Berikut bagan keterampilan berbahasa:
Dari bagan di atas kita dapat mengetahui bahwa menyimak dalam proses berbahasa merupakan keterampilan pemula yang harus dimiliki oleh seseorang yang sedang mempelajari suatu bahasa. Keterampilan ini memiliki keterkaitan yang sangat erat dengan proses-proses berfikir yang mendasari bahasa. Hal ini dipertegas oleh Dawson sebagaimana yang dikutip oleh Tarigan bahwa melatih keterampilan berbahasa berarti pula melatih keterampilan berfikir”. (Tarigan, 1986:1)
Kalau kita melihat kata Istima’ secara sepintas, maka kata tersebut sama dengan kata “samaa’” yang berarti mendengar. Sebagian orang berpendapat bahwa “istima’” dan “samaa’” memiliki pengertian yang serupa, padahal keduanya memiliki pengertian yang berbeda-beda. “samaa’” adalh kegiatan yang dilakukan indera pendengar secara tidak sengaja. Pada kegiatan ini telinga mendengarkan suara-suara yang sering di dengar oleh seseorang yang mana suara-suara tersebut tidak memiliki makna, karena di tidak menaruh perhatian kepada apa yang didengarnya dan tidak juga mencoba untuk memahami apa yang didengarnya itu. Sedangkan “Istima’” adalah kegiatan yang dilakukan indera pendengaran secara disengaja. Pada kegiatan ini, seseorang menyimak dengan sungguh-sungguh dan dia merekam apa yang didengarnya dalam otak dan berusaha untuk memahaminya. Pada kegiatan ini biasanya seseorang menyimak kata atau kalimat dari bahasa yang baru baginya (bahasa asing). Berikut ini peneliti mengemukakan beberapa pendapat para ahli mengenai istima’.
Istima’ (menyimak) menurut Tarigan adalah suatu proses memperhatikan lambang-lambang ucapan yang berisikan ungkapan dan penjelasan untuk memperoleh berbagai informasi dan untuk memahami makna yang disampaikan oleh pembicara dengan cara mengucapkannya atau bahasa lisan (Tarigan, 1986: 27).
Pendapat lain dikemukakan oleh Anderson, kalau membaca merupakan proses besar melihat, mengenal, serta menginterpretasikan lambang-lambang tulis, maka menyimak dibatasi sebagai proses besar mendengarkan, mengenal, serta menginterpretasikan lambang-lambang lisan” (Tarigan, 1986: 9).

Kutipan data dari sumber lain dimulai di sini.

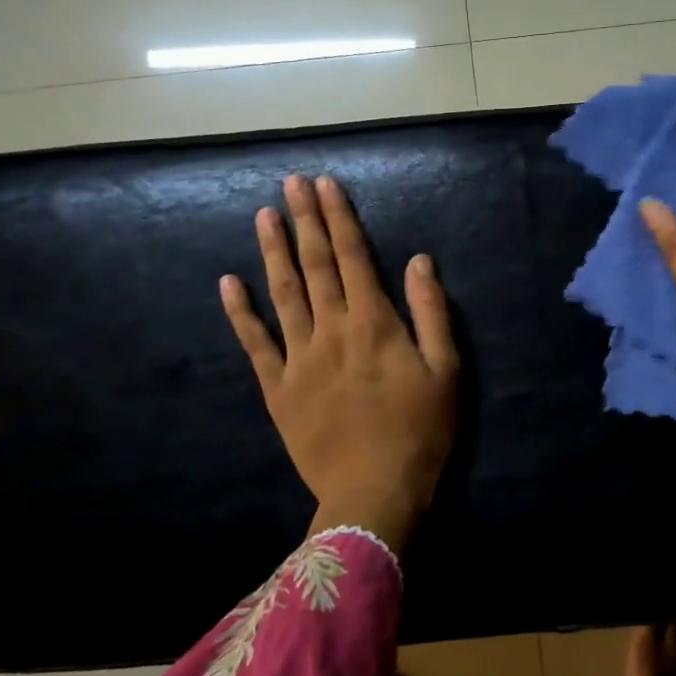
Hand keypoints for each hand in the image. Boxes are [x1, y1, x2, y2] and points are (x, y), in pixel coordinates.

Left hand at [220, 174, 458, 551]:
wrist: (375, 493)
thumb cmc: (421, 431)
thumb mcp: (446, 370)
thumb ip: (432, 311)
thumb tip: (419, 260)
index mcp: (374, 323)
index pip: (353, 257)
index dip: (339, 218)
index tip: (325, 185)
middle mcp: (332, 330)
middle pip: (315, 265)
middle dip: (304, 220)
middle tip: (292, 183)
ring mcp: (299, 358)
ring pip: (283, 294)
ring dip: (273, 252)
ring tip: (264, 215)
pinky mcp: (278, 388)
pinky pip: (255, 344)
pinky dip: (240, 313)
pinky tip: (229, 283)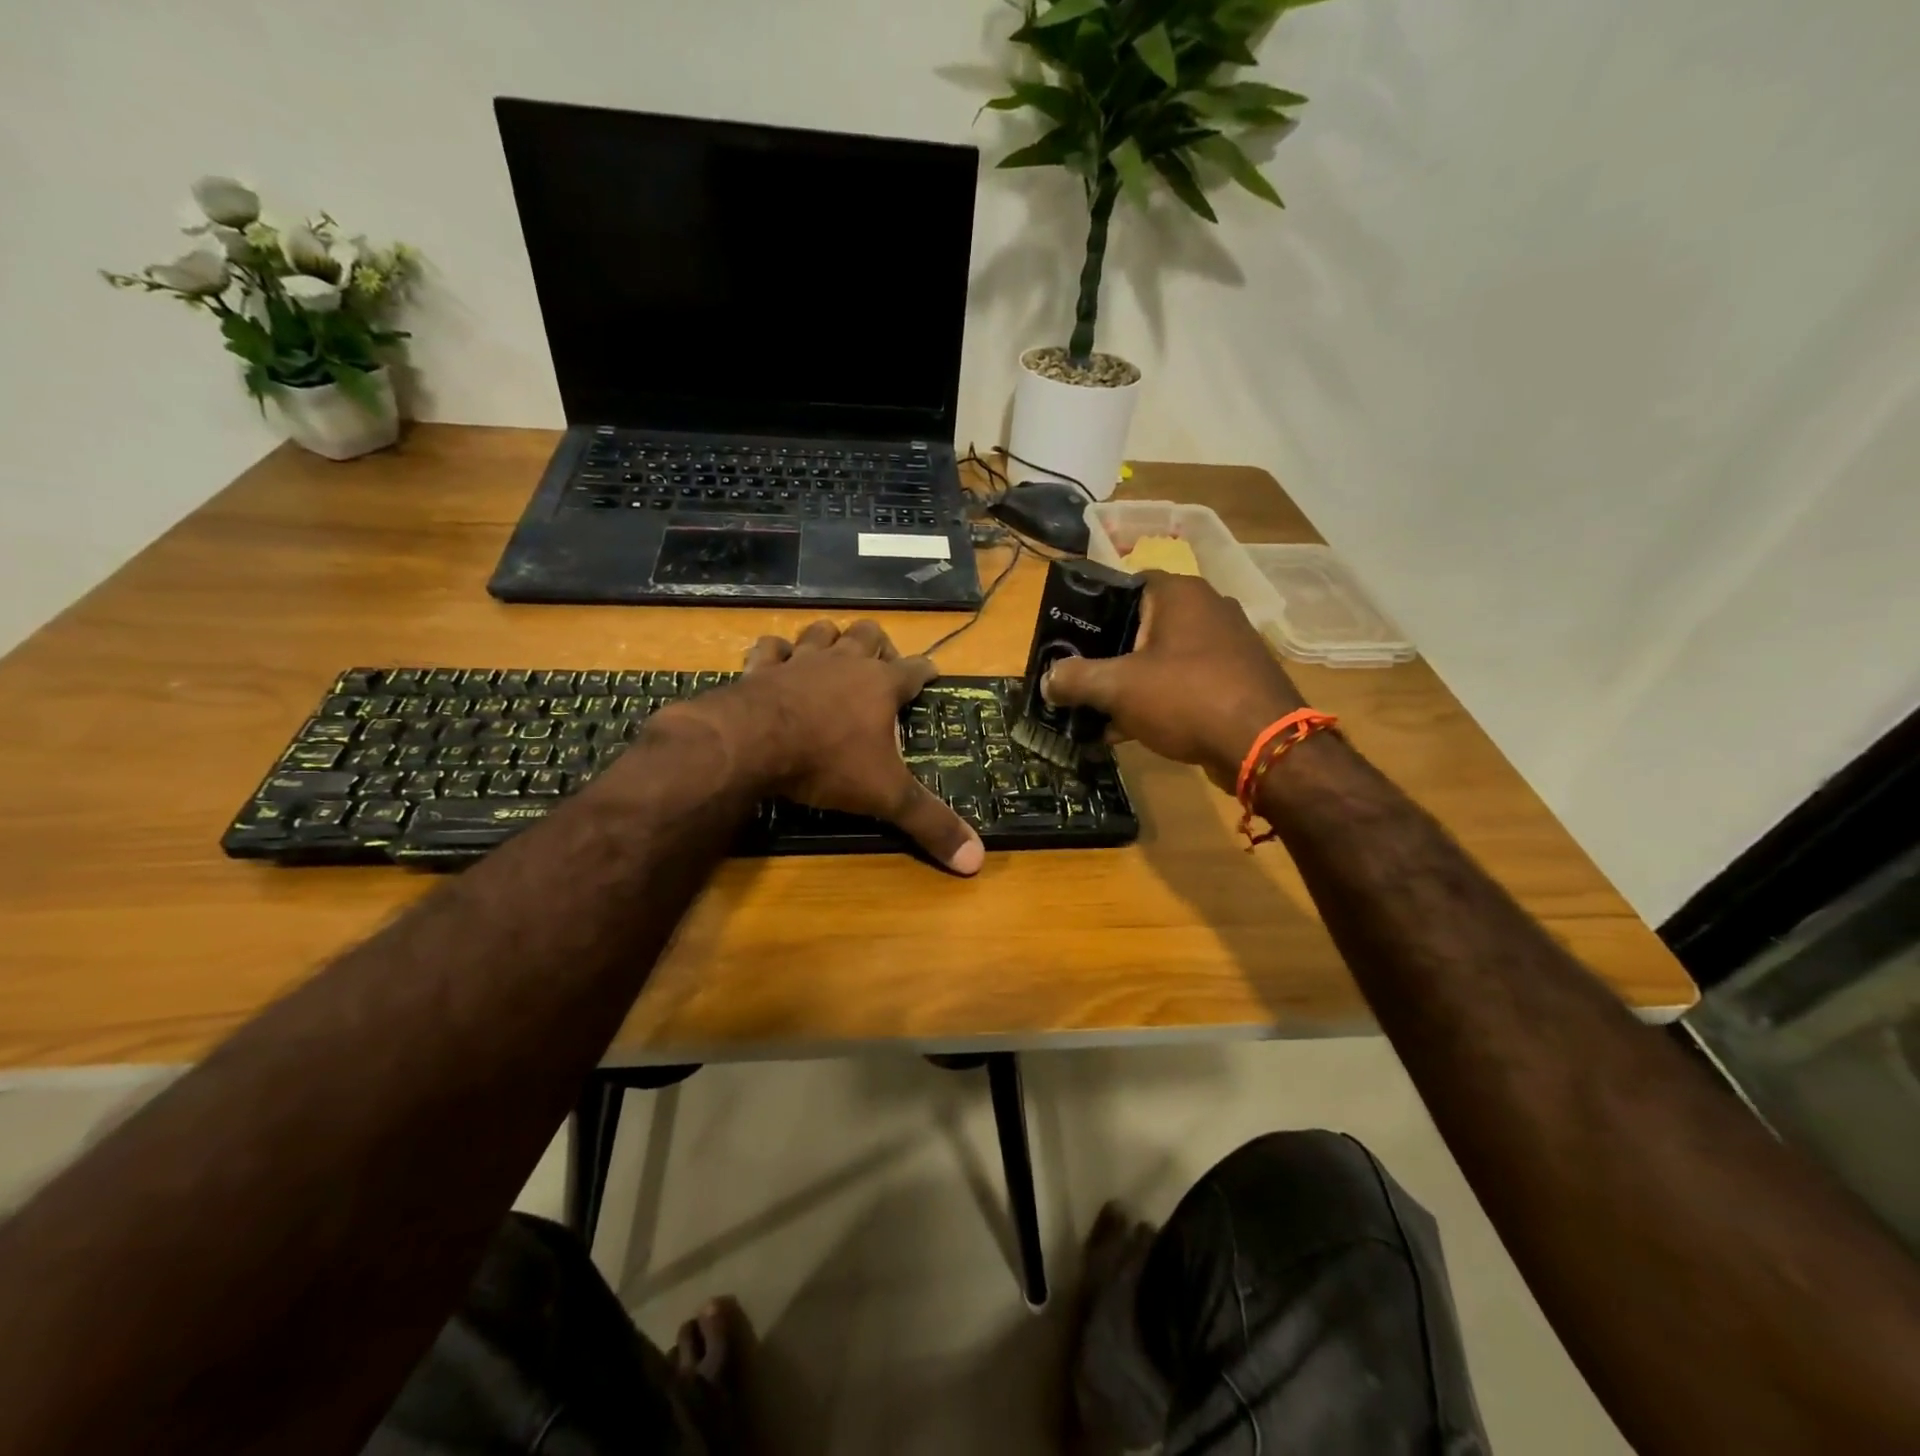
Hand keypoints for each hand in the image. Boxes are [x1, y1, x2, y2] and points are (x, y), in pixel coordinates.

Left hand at [685, 619, 984, 874]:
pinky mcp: (762, 668)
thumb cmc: (829, 763)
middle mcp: (845, 663)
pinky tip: (778, 662)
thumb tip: (977, 860)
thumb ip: (930, 823)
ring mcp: (801, 661)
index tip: (933, 672)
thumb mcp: (887, 796)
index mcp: (881, 686)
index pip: (915, 669)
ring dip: (830, 638)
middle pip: (869, 634)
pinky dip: (776, 653)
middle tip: (880, 665)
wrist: (754, 743)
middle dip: (879, 644)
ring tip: (833, 653)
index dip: (927, 670)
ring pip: (821, 631)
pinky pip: (771, 647)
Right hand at [1041, 572, 1306, 791]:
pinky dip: (1159, 699)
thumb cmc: (1186, 697)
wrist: (1265, 746)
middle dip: (1109, 653)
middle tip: (1081, 677)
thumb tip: (1047, 681)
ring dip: (1132, 682)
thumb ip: (1076, 679)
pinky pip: (1186, 682)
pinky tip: (1132, 730)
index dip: (1094, 609)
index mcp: (1180, 593)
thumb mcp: (1118, 687)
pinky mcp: (1238, 679)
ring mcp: (1228, 644)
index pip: (1126, 585)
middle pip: (1143, 624)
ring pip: (1163, 657)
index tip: (1070, 638)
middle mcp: (1208, 608)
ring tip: (1099, 711)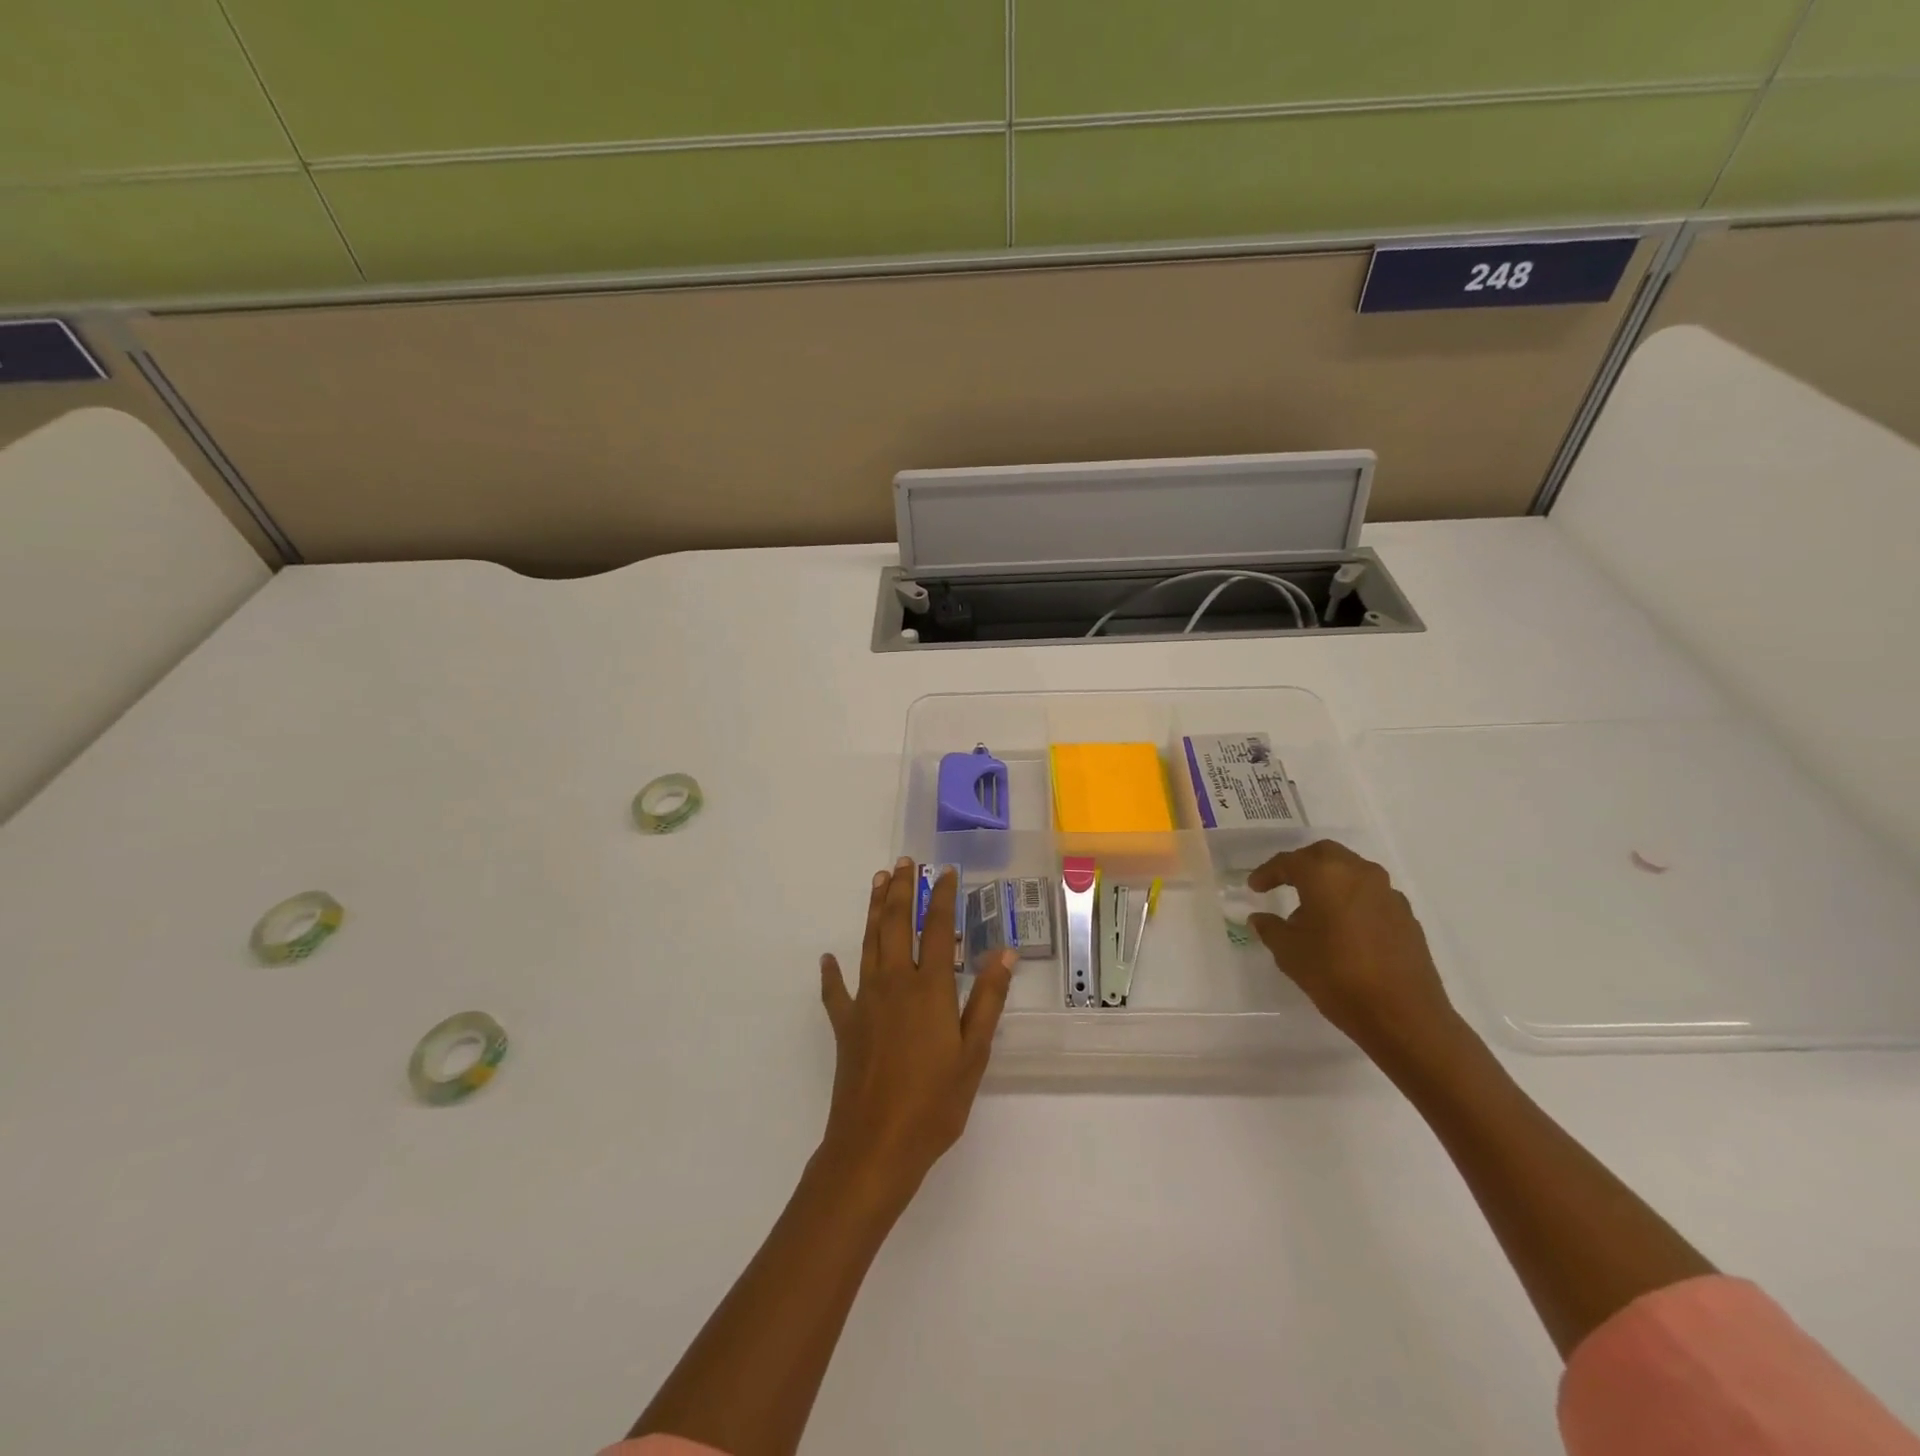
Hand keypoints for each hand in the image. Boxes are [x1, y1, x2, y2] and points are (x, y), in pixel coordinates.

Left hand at [817, 860, 1015, 1208]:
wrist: (875, 1145)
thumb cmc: (934, 1102)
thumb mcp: (974, 1053)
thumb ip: (987, 999)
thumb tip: (1004, 951)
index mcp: (929, 988)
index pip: (937, 929)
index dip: (942, 897)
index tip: (945, 871)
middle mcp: (894, 983)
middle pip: (896, 924)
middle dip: (902, 890)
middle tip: (904, 862)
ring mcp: (865, 1002)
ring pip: (869, 943)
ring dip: (874, 911)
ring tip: (878, 883)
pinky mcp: (845, 1026)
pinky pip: (836, 991)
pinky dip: (832, 973)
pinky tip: (827, 959)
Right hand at [1246, 840, 1469, 1070]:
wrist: (1403, 1015)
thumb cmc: (1336, 976)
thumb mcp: (1289, 953)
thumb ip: (1271, 929)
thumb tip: (1260, 918)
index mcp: (1325, 875)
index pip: (1289, 862)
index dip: (1267, 872)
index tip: (1254, 887)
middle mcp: (1359, 873)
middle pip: (1325, 855)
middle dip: (1302, 865)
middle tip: (1284, 883)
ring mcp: (1388, 893)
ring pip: (1352, 872)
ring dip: (1330, 882)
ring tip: (1314, 911)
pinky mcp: (1406, 916)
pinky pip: (1371, 896)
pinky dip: (1352, 901)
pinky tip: (1344, 929)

Menurut Kamus Umum Bahasa Indonesia (1988: 40), yang dimaksud dengan menyimak adalah mendengarkan, memperhatikan baik-baik apa yang diucapkan atau dibaca orang.
Dari teori-teori di atas, dapat ditarik sebuah kesimpulan bahwa menyimak adalah kemampuan memahami makna dengan mendengar bahasa yang dibicarakan, dan menyimak pada umumnya memiliki persamaan dengan membaca. Jika kemampuan kosakata dan kemampuan menganalisis struktur kalimat kurang, baik menyimak ataupun membaca tidak akan berjalan dengan baik.
2. Proses Menyimak
Keterampilan menyimak merupakan proses menyusun kata sebagaimana yang terdapat pada keterampilan bahasa lainnya. Hal ini dikarenakan keterampilan ini tidak bersifat menerima apa yang didengarnya secara sepintas, tetapi dia juga meliputi memilihnya, mengevaluasinya serta meresponnya.
Tarigan membagi proses menyimak kepada lima tahapan sebagai berikut:
- Tahap mendengarkan (hearing). Dalam tingkatan ini pendengar mengetahui tekanan suara yang tidak memiliki arti.
- Tahap Pemahaman (understanding). Pada tingkat ini pendengar dapat memahami apa yang diucapkan pembicara.
- Tahap menafsirkan (interpreting). Pada tahap ini pendengar tidak hanya mampu mendegar dan memahami apa yang didengarnya saja, melainkan dia sudah bisa menafsirkan makna-makna yang didengarnya.
- Tahap penilaian (evaluating). Pada tahap ini penyimak mulai menilai atau mengevaluasi apa yang disampaikan pembicara. Dan dia menilainya pada dua aspek, yaitu kekurangan dan kelebihannya.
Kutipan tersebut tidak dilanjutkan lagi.